**Records to use:**
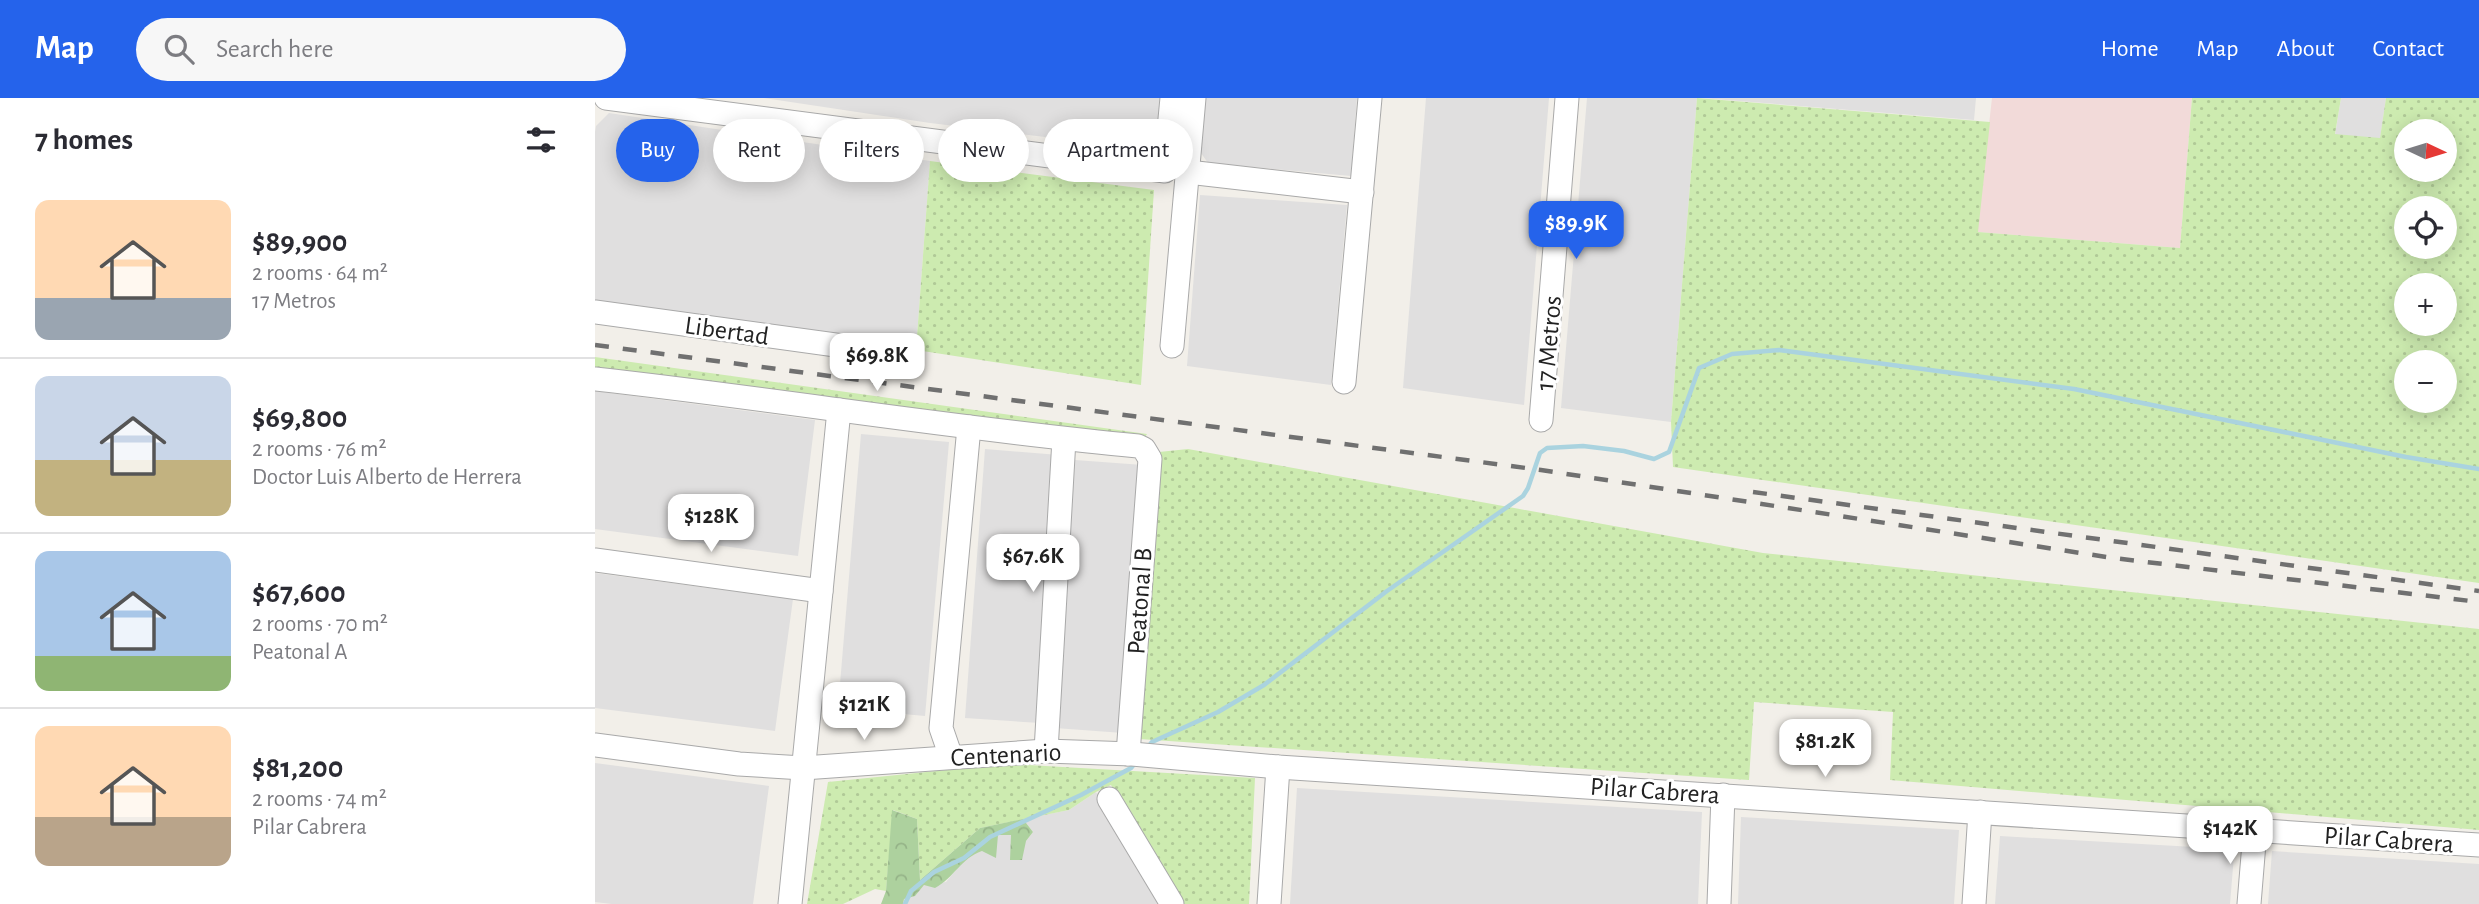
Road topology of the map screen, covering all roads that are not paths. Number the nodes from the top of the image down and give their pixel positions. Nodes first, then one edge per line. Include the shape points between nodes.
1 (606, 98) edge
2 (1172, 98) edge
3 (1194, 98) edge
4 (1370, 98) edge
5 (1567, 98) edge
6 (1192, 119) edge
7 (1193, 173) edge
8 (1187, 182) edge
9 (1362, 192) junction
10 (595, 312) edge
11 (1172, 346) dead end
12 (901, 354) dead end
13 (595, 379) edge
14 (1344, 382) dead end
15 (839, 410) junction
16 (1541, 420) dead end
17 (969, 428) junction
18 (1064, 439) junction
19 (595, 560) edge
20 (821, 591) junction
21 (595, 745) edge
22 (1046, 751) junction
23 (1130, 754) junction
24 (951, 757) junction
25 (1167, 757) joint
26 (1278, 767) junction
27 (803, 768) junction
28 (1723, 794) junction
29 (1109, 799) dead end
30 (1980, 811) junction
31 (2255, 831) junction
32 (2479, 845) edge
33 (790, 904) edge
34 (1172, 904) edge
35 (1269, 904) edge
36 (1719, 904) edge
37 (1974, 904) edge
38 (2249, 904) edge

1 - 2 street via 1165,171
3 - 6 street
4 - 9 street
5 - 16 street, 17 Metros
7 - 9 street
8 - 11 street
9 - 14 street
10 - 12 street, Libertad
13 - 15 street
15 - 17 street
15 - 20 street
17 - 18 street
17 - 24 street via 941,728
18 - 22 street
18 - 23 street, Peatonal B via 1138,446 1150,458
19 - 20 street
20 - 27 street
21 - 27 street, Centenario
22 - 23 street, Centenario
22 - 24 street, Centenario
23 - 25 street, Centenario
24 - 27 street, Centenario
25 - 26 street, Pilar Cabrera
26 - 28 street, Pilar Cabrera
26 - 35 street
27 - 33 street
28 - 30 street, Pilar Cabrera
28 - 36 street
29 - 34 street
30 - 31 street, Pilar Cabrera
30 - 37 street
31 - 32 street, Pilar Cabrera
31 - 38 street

==

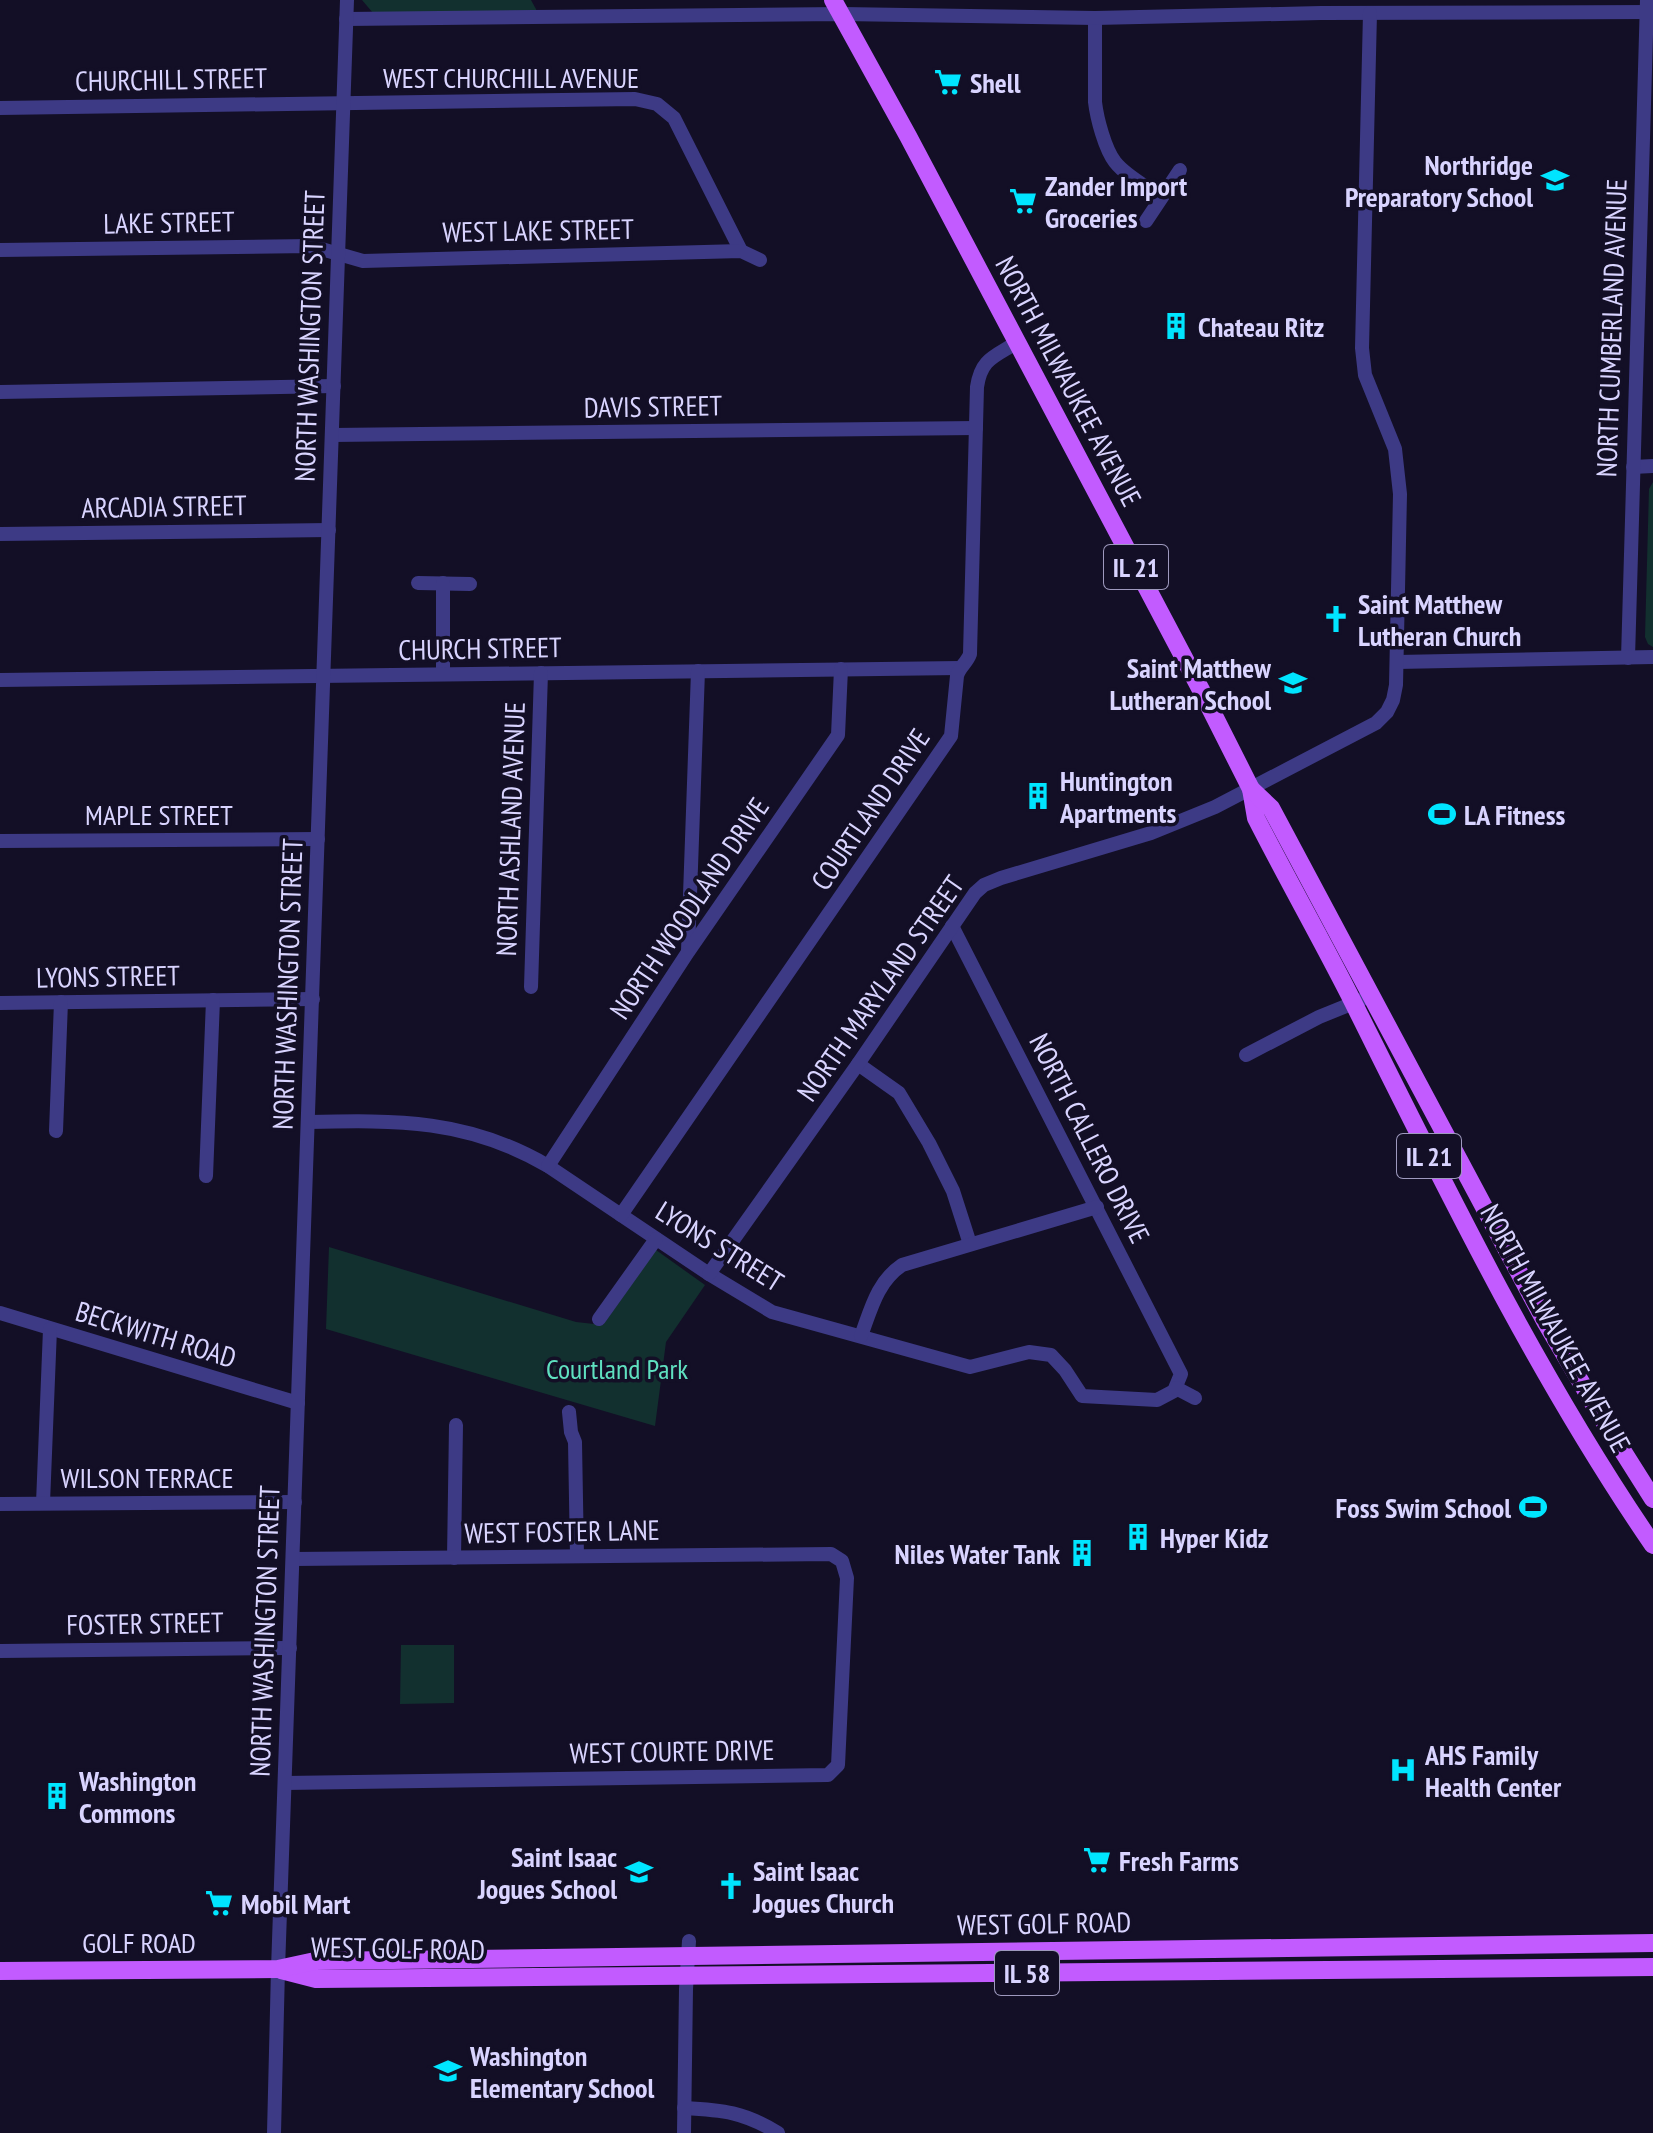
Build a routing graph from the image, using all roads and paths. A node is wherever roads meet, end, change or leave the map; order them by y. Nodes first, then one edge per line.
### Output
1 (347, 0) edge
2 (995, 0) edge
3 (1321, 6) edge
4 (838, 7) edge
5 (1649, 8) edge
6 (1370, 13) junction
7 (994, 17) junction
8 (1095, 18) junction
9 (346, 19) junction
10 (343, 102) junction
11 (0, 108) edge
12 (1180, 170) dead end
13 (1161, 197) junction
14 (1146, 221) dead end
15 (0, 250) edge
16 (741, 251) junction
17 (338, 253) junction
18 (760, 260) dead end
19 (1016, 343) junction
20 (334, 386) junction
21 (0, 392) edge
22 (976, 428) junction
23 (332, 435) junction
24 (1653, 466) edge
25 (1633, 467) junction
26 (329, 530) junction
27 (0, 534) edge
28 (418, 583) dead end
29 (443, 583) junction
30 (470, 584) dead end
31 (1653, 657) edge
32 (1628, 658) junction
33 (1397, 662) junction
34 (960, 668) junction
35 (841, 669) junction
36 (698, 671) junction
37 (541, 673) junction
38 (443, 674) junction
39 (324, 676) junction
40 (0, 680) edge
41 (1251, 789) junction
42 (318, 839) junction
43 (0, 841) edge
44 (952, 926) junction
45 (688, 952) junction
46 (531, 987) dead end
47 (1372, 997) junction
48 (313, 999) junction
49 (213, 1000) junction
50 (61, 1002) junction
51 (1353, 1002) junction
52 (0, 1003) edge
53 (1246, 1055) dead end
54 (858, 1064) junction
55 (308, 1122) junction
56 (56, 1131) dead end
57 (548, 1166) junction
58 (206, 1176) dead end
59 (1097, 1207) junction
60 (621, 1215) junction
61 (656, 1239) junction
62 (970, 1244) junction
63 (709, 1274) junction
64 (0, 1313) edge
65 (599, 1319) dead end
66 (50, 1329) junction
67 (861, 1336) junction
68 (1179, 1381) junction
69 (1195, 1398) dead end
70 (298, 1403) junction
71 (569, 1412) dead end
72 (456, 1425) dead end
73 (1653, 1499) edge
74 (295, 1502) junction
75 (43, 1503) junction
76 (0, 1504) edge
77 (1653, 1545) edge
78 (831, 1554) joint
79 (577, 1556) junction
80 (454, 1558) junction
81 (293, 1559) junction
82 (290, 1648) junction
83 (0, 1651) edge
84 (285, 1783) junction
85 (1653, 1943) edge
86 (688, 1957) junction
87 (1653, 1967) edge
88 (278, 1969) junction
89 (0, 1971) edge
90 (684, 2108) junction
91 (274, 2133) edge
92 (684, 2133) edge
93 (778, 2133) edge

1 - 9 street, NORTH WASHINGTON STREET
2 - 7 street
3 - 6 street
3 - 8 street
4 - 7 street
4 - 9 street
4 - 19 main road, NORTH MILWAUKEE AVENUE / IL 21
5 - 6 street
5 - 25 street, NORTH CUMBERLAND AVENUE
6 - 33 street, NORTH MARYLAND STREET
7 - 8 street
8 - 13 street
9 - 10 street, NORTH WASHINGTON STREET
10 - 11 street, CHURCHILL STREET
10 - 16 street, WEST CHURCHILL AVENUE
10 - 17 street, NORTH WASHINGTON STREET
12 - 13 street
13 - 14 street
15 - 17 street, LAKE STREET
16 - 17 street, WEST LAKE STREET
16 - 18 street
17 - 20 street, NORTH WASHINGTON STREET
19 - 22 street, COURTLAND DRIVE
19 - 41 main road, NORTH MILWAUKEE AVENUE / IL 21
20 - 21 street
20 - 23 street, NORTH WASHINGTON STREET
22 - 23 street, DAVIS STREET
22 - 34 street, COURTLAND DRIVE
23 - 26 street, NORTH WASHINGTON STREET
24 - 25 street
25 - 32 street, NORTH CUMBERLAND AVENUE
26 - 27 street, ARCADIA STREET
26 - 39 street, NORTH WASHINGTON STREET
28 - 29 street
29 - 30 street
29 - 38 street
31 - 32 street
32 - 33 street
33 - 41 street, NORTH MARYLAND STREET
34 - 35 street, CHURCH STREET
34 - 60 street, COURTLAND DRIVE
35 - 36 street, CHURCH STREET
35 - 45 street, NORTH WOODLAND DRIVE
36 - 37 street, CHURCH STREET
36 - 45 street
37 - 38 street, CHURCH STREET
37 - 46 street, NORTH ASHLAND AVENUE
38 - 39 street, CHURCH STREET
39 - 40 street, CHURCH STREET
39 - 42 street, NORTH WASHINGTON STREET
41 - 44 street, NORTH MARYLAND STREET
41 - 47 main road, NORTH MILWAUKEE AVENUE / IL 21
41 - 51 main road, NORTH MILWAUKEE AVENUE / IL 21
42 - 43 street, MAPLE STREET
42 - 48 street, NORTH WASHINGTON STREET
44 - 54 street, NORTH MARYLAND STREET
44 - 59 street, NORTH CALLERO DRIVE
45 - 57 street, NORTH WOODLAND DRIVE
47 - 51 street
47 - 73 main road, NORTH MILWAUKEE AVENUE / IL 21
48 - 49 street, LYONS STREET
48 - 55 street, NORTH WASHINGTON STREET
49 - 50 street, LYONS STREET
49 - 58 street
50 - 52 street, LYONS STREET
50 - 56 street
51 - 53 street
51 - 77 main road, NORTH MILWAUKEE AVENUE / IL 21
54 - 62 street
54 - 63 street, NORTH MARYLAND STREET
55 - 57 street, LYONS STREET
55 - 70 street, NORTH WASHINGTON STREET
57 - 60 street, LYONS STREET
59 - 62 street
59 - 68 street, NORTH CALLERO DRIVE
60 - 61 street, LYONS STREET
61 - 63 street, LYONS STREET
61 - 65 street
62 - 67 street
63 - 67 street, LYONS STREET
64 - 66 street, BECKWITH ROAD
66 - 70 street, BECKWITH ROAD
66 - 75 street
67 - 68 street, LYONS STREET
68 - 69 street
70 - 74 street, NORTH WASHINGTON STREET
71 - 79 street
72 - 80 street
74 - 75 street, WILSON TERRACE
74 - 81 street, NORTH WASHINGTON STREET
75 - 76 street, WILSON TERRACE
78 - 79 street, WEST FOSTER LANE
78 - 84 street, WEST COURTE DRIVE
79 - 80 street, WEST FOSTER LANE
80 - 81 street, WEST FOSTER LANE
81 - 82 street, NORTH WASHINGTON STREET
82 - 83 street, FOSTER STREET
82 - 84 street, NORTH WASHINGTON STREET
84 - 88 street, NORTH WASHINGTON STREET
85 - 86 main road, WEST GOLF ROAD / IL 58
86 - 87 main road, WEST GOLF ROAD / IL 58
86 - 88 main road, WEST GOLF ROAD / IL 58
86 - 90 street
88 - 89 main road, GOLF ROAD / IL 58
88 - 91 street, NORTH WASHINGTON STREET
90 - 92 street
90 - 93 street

**Prompt:** In the records above, locate the lines holding the word "MILWAUKEE". Copy each of them.

**Exercise result:**
4 - 19 main road, NORTH MILWAUKEE AVENUE / IL 21
19 - 41 main road, NORTH MILWAUKEE AVENUE / IL 21
41 - 47 main road, NORTH MILWAUKEE AVENUE / IL 21
41 - 51 main road, NORTH MILWAUKEE AVENUE / IL 21
47 - 73 main road, NORTH MILWAUKEE AVENUE / IL 21
51 - 77 main road, NORTH MILWAUKEE AVENUE / IL 21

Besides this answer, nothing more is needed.